Saudi Arabia denies using Israeli spyware on communications
By : Marwa Mahmoud
Saudi authorities denied on Wednesday that an entity in the Kingdom had used a spyware program sold by an Israeli company to monitor communications.
An official Saudi source denied, in a statement, this evening, Wednesday, “the allegations contained in some alleging press reports that an entity in the Kingdom used a program to follow up communications,” according to the Saudi Press Agency “SPA“.
The source added, “These allegations are baseless,” stressing that “the Kingdom’s approach and policy are consistent and do not endorse such practices.”
Reports indicated a list of nearly 50,000 phone numbers of persons of interest from clients of the Israeli company, NSO.
The reports did not specify the source of the list, nor the identities of all the personalities whose phones were hacked.
NSO denies any violations and says the program is designed to target criminals and terrorists and is only offered to intelligence, military, and law enforcement agencies in countries with good human rights records.

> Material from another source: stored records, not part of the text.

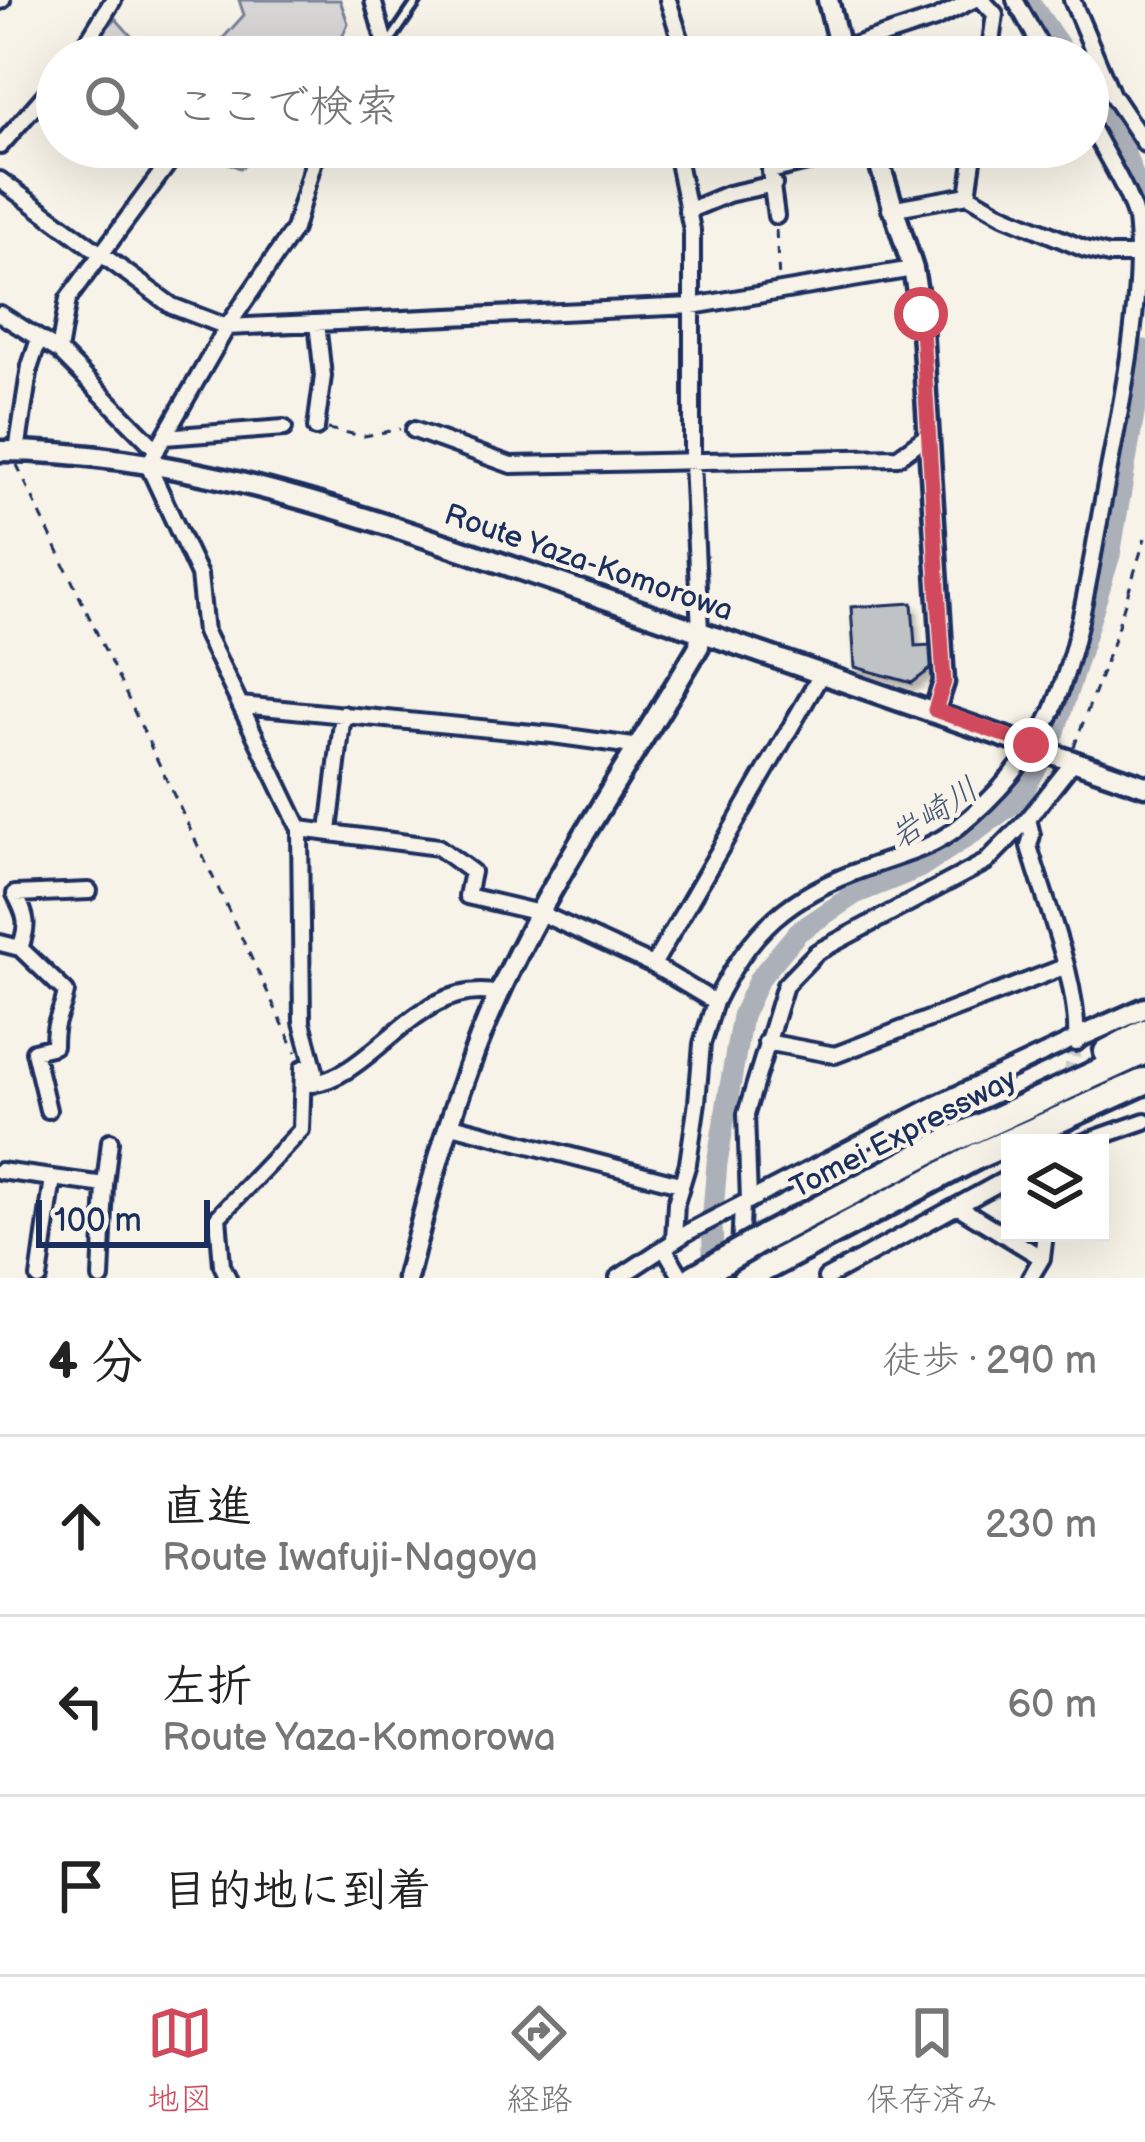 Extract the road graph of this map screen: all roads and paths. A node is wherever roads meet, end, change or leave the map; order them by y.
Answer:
1 (113, 0) edge
2 (373, 0) edge
3 (418, 0) edge
4 (668, 0) edge
5 (828, 0) edge
6 (978, 0) edge
7 (1015, 0) edge
8 (1072, 0) edge
9 (91, 36) edge
10 (381, 36) edge
11 (394, 36) edge
12 (679, 36) edge
13 (836, 36) edge
14 (886, 36) edge
15 (992, 36) edge
16 (1035, 36) edge
17 (1087, 36) edge
18 (1109, 87) edge
19 (36, 105) edge
20 (1145, 144) edge
21 (0, 146) edge
22 (1109, 163) edge
23 (164, 168) edge
24 (312, 168) edge
25 (679, 168) edge
26 (783, 168) edge
27 (878, 168) edge
28 (972, 168) edge
29 (0, 180) edge
30 (774, 184) junction
31 (968, 195) junction
32 (890, 209) junction
33 (687, 211) junction
34 (776, 216) joint
35 (100, 254) junction
36 (1142, 256) edge
37 (913, 269) junction
38 (780, 291) junction
39 (692, 306) junction
40 (0, 314) edge
41 (317, 323) junction
42 (227, 327) junction
43 (39, 339) junction
44 (59, 351) junction
45 (284, 428) dead end
46 (316, 428) joint
47 (414, 430) joint
48 (928, 435) junction
49 (156, 451) junction
50 (8, 452) edge
51 (692, 462) junction
52 (1145, 538) edge
53 (700, 631) junction
54 (822, 673) junction
55 (241, 705) junction
56 (935, 710) junction
57 (343, 714) junction
58 (1034, 746) junction
59 (640, 747) junction
60 (1068, 759) junction
61 (1145, 786) edge
62 (1028, 819) junction
63 (300, 830) junction
64 (329, 831) junction
65 (89, 891) dead end
66 (540, 914) junction
67 (0, 943) edge
68 (20, 948) junction
69 (652, 965) junction
70 (1064, 968) junction
71 (499, 994) junction
72 (715, 1002) junction
73 (1145, 1007) edge
74 (1145, 1032) edge
75 (766, 1042) junction
76 (1076, 1043) junction
77 (1145, 1052) edge
78 (308, 1079) junction
79 (1145, 1082) edge
80 (48, 1110) dead end
81 (1145, 1120) edge
82 (448, 1124) junction
83 (1107, 1134) edge
84 (110, 1141) dead end
85 (0, 1171) edge
86 (53, 1178) junction
87 (1001, 1182) edge
88 (680, 1184) junction
89 (106, 1185) junction
90 (742, 1204) junction
91 (956, 1206) junction
92 (815, 1210) junction
93 (676, 1240) junction
94 (1044, 1242) edge
95 (1042, 1258) junction
96 (751, 1274) edge
97 (39, 1278) edge
98 (101, 1278) edge
99 (228, 1278) edge
100 (407, 1278) edge
101 (618, 1278) edge
102 (682, 1278) edge
103 (694, 1278) edge
104 (826, 1278) edge
105 (1030, 1278) edge

1 - 9 street
2 - 10 street
3 - 11 lane
4 - 12 street
5 - 13 main road
6 - 14 street
6 - 15 street
7 - 16 street
8 - 17 street
18 - 20 street
19 - 21 street
22 - 36 street
23 - 35 street
24 - 42 street
25 - 33 street
26 - 30 street
27 - 32 main road
28 - 31 street
29 - 35 street
30 - 33 street
30 - 34 street
31 - 32 street
31 - 36 street
32 - 37 main road
33 - 39 street
34 - 38 path
35 - 42 street
35 - 44 street
36 - 58 street
37 - 38 street
37 - 48 main road
38 - 39 street
39 - 41 street
39 - 51 street
40 - 43 street
41 - 42 street
41 - 46 street
42 - 49 street
43 - 44 street
43 - 50 street
44 - 49 street
45 - 49 street
46 - 47 path
47 - 51 street
48 - 51 street
48 - 56 main road
49 - 50 main road, Route Yaza-Komorowa
49 - 53 main road, Route Yaza-Komorowa
49 - 55 street
50 - 78 path
51 - 53 street
52 - 60 path
53 - 54 main road, Route Yaza-Komorowa
53 - 59 main road
54 - 56 main road, Route Yaza-Komorowa
54 - 69 street
55 - 57 street
55 - 63 street
56 - 58 main road, Route Yaza-Komorowa
57 - 59 street
57 - 64 street
58 - 60 main road, Route Yaza-Komorowa
58 - 72 street
59 - 66 main road
60 - 61 main road, Route Yaza-Komorowa
60 - 62 street
62 - 70 street
62 - 75 street
63 - 64 street
63 - 78 street
64 - 66 street
65 - 68 street
66 - 69 street
66 - 71 main road
67 - 68 street
68 - 80 street
69 - 72 street
70 - 75 street
70 - 76 street
71 - 78 street
71 - 82 main road
72 - 88 street
73 - 76 main road
74 - 92 highway
75 - 90 street
76 - 90 street
77 - 92 highway, Tomei Expressway
78 - 99 street
79 - 96 highway, Tomei Expressway
81 - 83 street
82 - 88 street
82 - 100 main road
84 - 89 street
85 - 86 street
86 - 89 street
86 - 97 street
87 - 91 street
88 - 93 street
89 - 98 street
90 - 93 street
90 - 96 street
91 - 95 street
91 - 104 street
92 - 103 highway, Tomei Expressway, bridge
93 - 101 street
93 - 102 street
94 - 95 street
95 - 105 street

The company added in a statement that the original investigation, on which the reports were based, by the Paris-based NGO Forbidden Stories and human rights organization Amnesty International, was “full of false assumptions and undocumented theories.”
The allegations relate to the use of Israeli software known as Pegasus. Newspapers around the world reported the allegations last Sunday.
Pegasus infects iPhones and Android devices to be able to get messages, photos, and emails, record calls, and turn on microphones and cameras without the user noticing.